Ultima IX (9) is a RPG in the Ultima series, developed by Origin Systems and released for PC in 1999. Ultima 8 was released in 1994 and in those 5 years between the 2 titles, the “Ultima IX project” had a long and troubled development. As we can read on Wikipedia, there have been at least 4 distinct beta versions of Ultima IX, with different storyline and technological implementation.

The first version was already conceived by Ultima creator Richard Garriott when Origin began to work on Ultima VII, but this early concept was soon canned. The second version was developed between 1995-1997, following the feedback received by fans of the series.

By late 1995 or early 1996, the first beta screenshots of Ultima IX appeared in gaming magazines: it had a 3D graphic engine in which the camera appeared locked into an overhead view that approximated the isometric point of view of Ultima VIII, but could be rotated about its vertical axis and zoomed in or out. The game was planned to have a party system with multiple characters and pre-rendered cutscenes.
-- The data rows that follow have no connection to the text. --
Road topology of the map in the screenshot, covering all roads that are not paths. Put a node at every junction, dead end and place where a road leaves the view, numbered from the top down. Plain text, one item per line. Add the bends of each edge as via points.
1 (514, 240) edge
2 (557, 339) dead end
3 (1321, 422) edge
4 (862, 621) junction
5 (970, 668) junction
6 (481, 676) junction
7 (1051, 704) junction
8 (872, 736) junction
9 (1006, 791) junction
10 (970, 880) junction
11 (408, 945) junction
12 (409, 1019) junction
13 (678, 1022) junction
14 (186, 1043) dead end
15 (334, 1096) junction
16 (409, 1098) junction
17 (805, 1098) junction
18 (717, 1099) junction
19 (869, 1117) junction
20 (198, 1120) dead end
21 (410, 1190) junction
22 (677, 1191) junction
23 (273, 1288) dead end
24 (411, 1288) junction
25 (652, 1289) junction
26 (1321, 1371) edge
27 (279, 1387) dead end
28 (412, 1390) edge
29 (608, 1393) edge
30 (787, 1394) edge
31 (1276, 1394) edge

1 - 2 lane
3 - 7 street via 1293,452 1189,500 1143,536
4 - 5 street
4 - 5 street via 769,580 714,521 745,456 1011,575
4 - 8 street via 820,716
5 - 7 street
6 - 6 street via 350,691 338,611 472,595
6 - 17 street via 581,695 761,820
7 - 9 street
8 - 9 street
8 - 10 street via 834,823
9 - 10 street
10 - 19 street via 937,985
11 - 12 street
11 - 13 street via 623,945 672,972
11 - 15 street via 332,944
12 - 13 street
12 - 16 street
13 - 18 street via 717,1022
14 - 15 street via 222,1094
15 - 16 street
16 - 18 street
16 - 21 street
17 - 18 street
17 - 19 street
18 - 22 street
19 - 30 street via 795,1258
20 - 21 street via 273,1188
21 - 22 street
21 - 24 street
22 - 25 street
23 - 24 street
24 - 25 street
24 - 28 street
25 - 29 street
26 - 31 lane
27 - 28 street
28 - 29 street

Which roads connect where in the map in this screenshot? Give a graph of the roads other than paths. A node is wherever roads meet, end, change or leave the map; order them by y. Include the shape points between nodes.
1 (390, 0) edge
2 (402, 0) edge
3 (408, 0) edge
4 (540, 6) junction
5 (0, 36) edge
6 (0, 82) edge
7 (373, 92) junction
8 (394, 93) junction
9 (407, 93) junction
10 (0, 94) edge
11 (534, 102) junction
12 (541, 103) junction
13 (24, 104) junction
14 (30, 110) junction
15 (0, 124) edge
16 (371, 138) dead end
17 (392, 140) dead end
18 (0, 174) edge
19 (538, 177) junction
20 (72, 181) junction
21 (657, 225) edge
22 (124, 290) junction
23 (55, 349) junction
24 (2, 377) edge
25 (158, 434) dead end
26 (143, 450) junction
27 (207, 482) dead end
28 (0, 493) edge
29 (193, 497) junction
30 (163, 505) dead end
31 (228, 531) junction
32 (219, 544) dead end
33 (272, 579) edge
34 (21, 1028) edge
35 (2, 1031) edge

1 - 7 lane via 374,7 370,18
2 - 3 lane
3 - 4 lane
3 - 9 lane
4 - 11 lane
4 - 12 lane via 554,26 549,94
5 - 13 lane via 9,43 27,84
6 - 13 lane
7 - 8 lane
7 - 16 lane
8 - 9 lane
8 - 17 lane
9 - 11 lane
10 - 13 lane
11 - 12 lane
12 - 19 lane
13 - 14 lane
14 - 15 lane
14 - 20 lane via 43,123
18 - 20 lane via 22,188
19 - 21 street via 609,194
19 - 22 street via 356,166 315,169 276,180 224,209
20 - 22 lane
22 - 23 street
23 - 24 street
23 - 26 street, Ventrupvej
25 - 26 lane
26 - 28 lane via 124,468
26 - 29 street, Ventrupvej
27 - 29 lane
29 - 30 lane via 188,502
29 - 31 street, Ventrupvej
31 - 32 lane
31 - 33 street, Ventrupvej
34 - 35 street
With the unexpected success of the beta phase of Ultima Online in 1996, Origin moved most of the Ultima IX team to work on that game. By the time work was resumed on Ultima IX in late 1997, corporate interest in Ultima IX had greatly diminished, many of the original team members had left Origin, and the 3D engine was already becoming out of date.

The third version of the game was developed between 1997 and 1998. The Ultima IX team experimented with different camera angles in a new 3D engine and decided that a third-person over-the-shoulder perspective, would have been more immersive. The game would no longer have a party of companions for the Avatar and would once again be a single-character game.  In early 1998, several designers of Ultima IX left Origin.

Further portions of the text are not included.